Foto: Carlos Becerra |
En medio de la crisis que vive Venezuela (escasez, inseguridad, costo de la vida) y las protestas de los estudiantes a las que se sumaron tres muertes, no podía dejar de pensar en cómo nuestra capacidad de comprensión se ve cada vez más escasa. Estar de cualquiera de los dos lados parece ser un impedimento per se para comprender al otro, para entender su posición y aun más importante: para respetarla.
Ayer me puse a pensar en que cada vez más la tolerancia se agota y genera unos niveles insospechados de violencia: verbal, física, psicológica. Nos convertimos en seres casi irracionales llevados por nuestras pasiones, algo peligroso en un país donde las armas son más numerosas que cualquier otra cosa.
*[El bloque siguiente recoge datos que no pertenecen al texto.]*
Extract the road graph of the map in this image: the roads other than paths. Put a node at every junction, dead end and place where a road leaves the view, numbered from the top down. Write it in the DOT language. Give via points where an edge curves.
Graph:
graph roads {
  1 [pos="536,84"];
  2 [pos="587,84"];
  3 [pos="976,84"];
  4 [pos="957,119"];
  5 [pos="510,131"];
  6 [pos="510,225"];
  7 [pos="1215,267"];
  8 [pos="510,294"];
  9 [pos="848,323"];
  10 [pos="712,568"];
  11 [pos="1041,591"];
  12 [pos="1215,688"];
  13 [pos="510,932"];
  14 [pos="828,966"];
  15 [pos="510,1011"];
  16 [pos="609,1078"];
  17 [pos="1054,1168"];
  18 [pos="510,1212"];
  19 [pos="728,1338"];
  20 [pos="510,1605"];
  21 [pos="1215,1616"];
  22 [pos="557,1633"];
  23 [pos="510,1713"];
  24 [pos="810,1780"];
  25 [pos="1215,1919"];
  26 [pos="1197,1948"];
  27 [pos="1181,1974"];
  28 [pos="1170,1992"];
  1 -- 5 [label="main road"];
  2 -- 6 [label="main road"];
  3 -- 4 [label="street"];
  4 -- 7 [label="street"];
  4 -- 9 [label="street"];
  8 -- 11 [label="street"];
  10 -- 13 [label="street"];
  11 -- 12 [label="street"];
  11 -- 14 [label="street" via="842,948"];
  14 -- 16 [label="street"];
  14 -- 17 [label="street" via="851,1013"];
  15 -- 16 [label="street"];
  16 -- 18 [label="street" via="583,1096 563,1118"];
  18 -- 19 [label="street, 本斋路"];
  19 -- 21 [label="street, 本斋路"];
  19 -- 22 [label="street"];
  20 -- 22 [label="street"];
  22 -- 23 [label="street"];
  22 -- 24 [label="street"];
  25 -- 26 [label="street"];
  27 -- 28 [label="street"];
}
El otro aspecto que observo es que todos parecen creer que tienen la razón, la verdad absoluta en sus manos, una falsa seguridad que les lleva a gritar sus puntos de vista, muchas veces sin detenerse a pensar en lo que el otro tiene que decir. Llegamos a los insultos, una agresión que ni siquiera tiene que ver con mi interlocutor sino mas bien con una figura superior en la que recae la responsabilidad de los procesos de una nación (sea presidente, ministro, gobernador, u otro).
Al estar en grandes grupos, en masas como las que hemos visto durante esta semana en marchas y concentraciones, se desdibuja muchas veces la identidad de cada uno, aunque también se materializan en un todo aquellas preocupaciones que nos unen. Al final la protesta es un derecho que la constitución venezolana contempla y que es aval de la democracia en cualquier parte del mundo.
Pienso que los individuos no nos podemos desviar de nuestros objetivos y la esencia de nuestros problemas. Cuando insulto al otro solo porque piensa diferente y no está de acuerdo conmigo, lejos de solucionar y unirnos en el diálogo, nos aleja del ansiado remedio.
Debo aceptar que mi lenguaje en los últimos días ha sido soez. Lloré cuando vi las fotos y videos de los caídos durante las protestas del 12 de febrero, cuando miré una tras otra las imágenes de funcionarios de la policía y la Guardia Nacional agrediendo a manifestantes desarmados, violando su juramento de protegernos. Me llené de impotencia, de indignación y rabia, los insulté en la soledad de mi cuarto y en algún momento lo hice "en voz alta" a través de mi Facebook. Esa tampoco es la solución. Y de una vez les digo que no la tengo, no todavía.
Es que me da vueltas en la cabeza durante todo el día: que si se tiene que prender la calle, que si se tiene que resistir en paz, que si esto lo resuelve es un golpe de Estado, que si la rebelión civil... Yo lo único que sé es que Venezuela no está echando para adelante, no me ofrece oportunidades reales como joven profesional, como venezolana que quiere desarrollar su carrera en un ambiente con algo de estabilidad. Los delincuentes imponen su ley de la pistola y el gobierno ha fracasado en controlar esa situación. Me siento quebrada en un país "tan rico", estafada en la "patria bonita" y agredida en el "territorio de paz".
Vamos a enfocarnos en quiénes son los verdaderos culpables y una vez que tengamos eso claro pensemos con cabeza fría qué es lo que debemos hacer y cómo. No es una tarea sencilla, pero me parece más efectivo. Estoy de acuerdo con la protesta, con aquella en la que sus ciudadanos tienen claro su fundamento, que no es mera emoción y rabia. Pensemos en eso y tratemos de dejar la palabrería estéril para otro día.